- [What you will do]:
Go over the records and copy every line with the string "dead".

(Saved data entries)
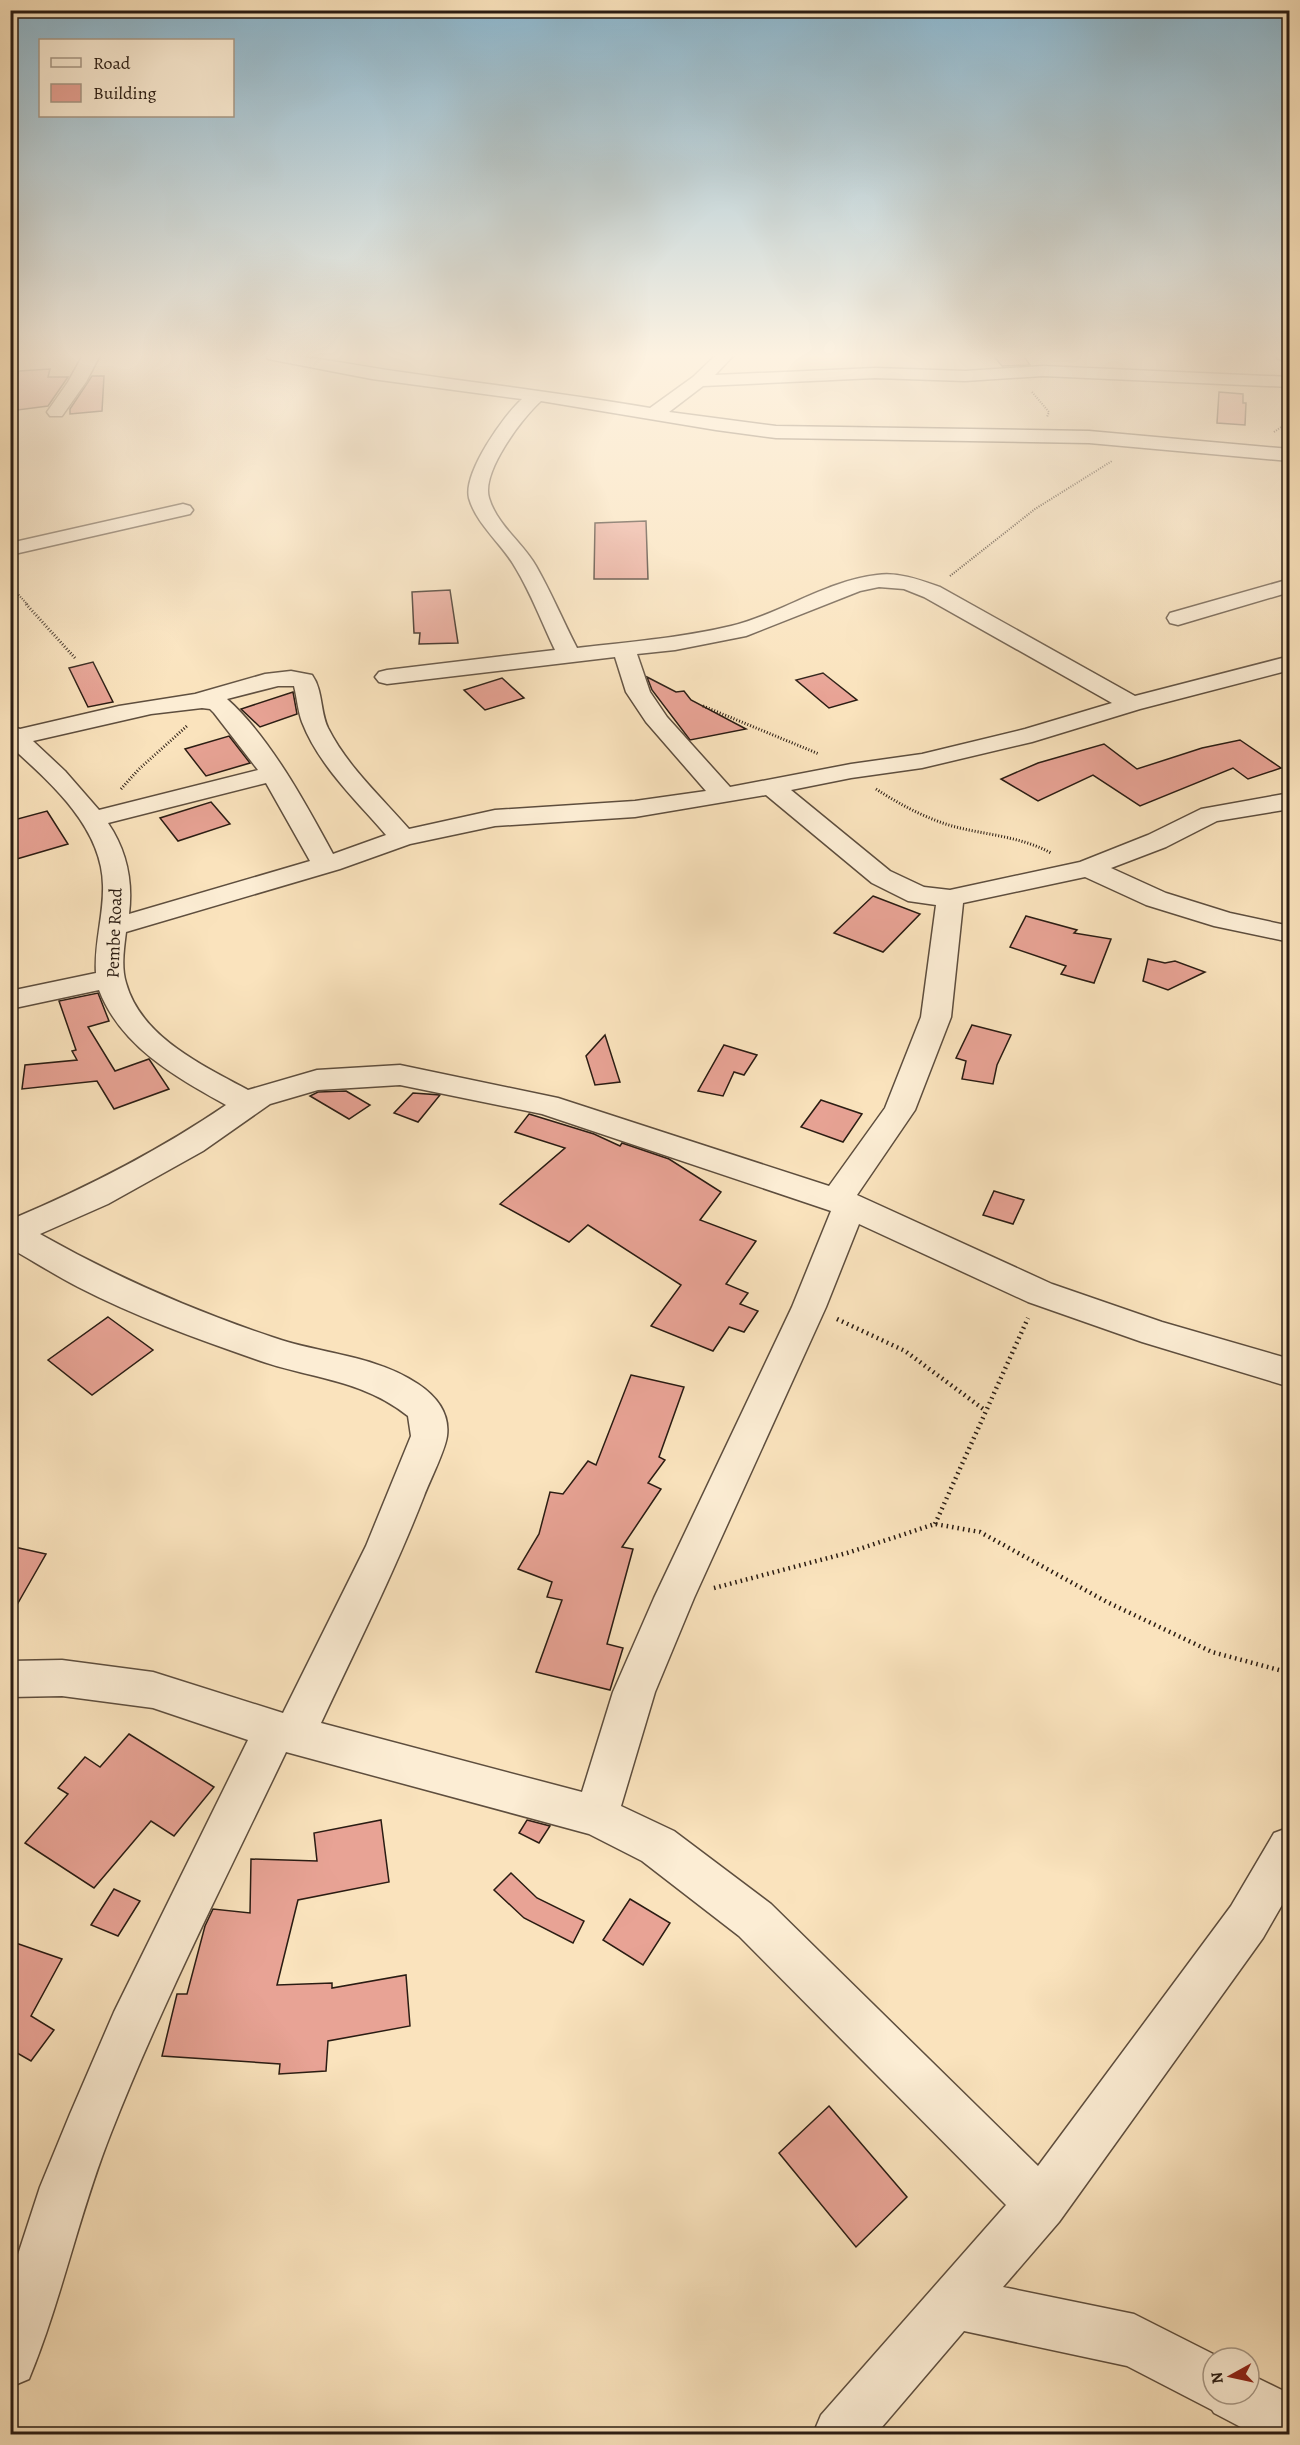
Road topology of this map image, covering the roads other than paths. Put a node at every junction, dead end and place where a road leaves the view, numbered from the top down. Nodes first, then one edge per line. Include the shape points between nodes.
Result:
1 (484, 469) edge
2 (183, 510) dead end
3 (10, 549) edge
4 (1290, 585) edge
5 (1178, 618) dead end
6 (623, 648) junction
7 (569, 655) junction
8 (1290, 663) edge
9 (387, 677) dead end
10 (210, 701) junction
11 (1132, 704) junction
12 (16, 745) edge
13 (273, 774) junction
14 (771, 787) junction
15 (724, 796) junction
16 (1290, 801) edge
17 (103, 817) junction
18 (403, 838) junction
19 (326, 864) junction
20 (1082, 869) junction
21 (950, 898) junction
22 (114, 927) junction
23 (1290, 934) edge
24 (109, 979) junction
25 (10, 1000) edge
26 (249, 1104) junction
27 (843, 1202) junction
28 (11, 1234) edge
29 (1290, 1373) edge
30 (10, 1679) edge
31 (284, 1732) junction
32 (596, 1816) junction
33 (1290, 1848) edge
34 (1041, 2204) junction
35 (954, 2303) junction
36 (10, 2360) edge
37 (1201, 2377) edge
38 (1256, 2406) edge
39 (1290, 2424) edge
40 (840, 2434) edge

1 - 7 street via 478,481 479,498 491,521 525,565
2 - 3 street
4 - 5 street
6 - 7 street
6 - 11 street via 738,631 854,585 908,583 932,592
6 - 15 street via 638,692 658,722
7 - 9 street
8 - 11 street
10 - 12 street via 150,707
10 - 13 street via 246,736
10 - 18 street via 266,680 304,680 308,707 318,731
11 - 14 street via 1021,738 922,761
12 - 17 street, Pembe Road
13 - 17 street
13 - 19 street
14 - 15 street
14 - 21 street via 881,877 918,895
15 - 18 street via 635,809 495,818
16 - 20 street via 1210,814 1156,842
17 - 22 street, Pembe Road via 118,893
18 - 19 street
19 - 22 street
20 - 21 street
20 - 23 street via 1156,899 1224,920
21 - 27 street via 936,1017 900,1110
22 - 24 street, Pembe Road
24 - 25 street
24 - 26 street, Pembe Road via 120,1008 139,1031 178,1065
26 - 27 street via 259,1097 317,1080 400,1075 547,1105
26 - 28 street via 192,1143 97,1196
27 - 29 street via 1040,1293 1154,1333
27 - 32 street via 809,1307 634,1692
28 - 31 street via 90,1278 152,1306 268,1350 367,1375 404,1393 425,1409 429,1436 385,1546
30 - 31 street via 62,1678 153,1690
31 - 32 street
31 - 36 street via 124,2045 61,2199
32 - 34 street via 658,1846 755,1920
33 - 34 street via 1247,1922
34 - 35 street
35 - 37 street via 1134,2341
35 - 40 street
38 - 39 street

- [Expected answer]:
Road topology of this map image, covering the roads other than paths. Put a node at every junction, dead end and place where a road leaves the view, numbered from the top down. Nodes first, then one edge per line. Include the shape points between nodes.
2 (183, 510) dead end
5 (1178, 618) dead end
9 (387, 677) dead end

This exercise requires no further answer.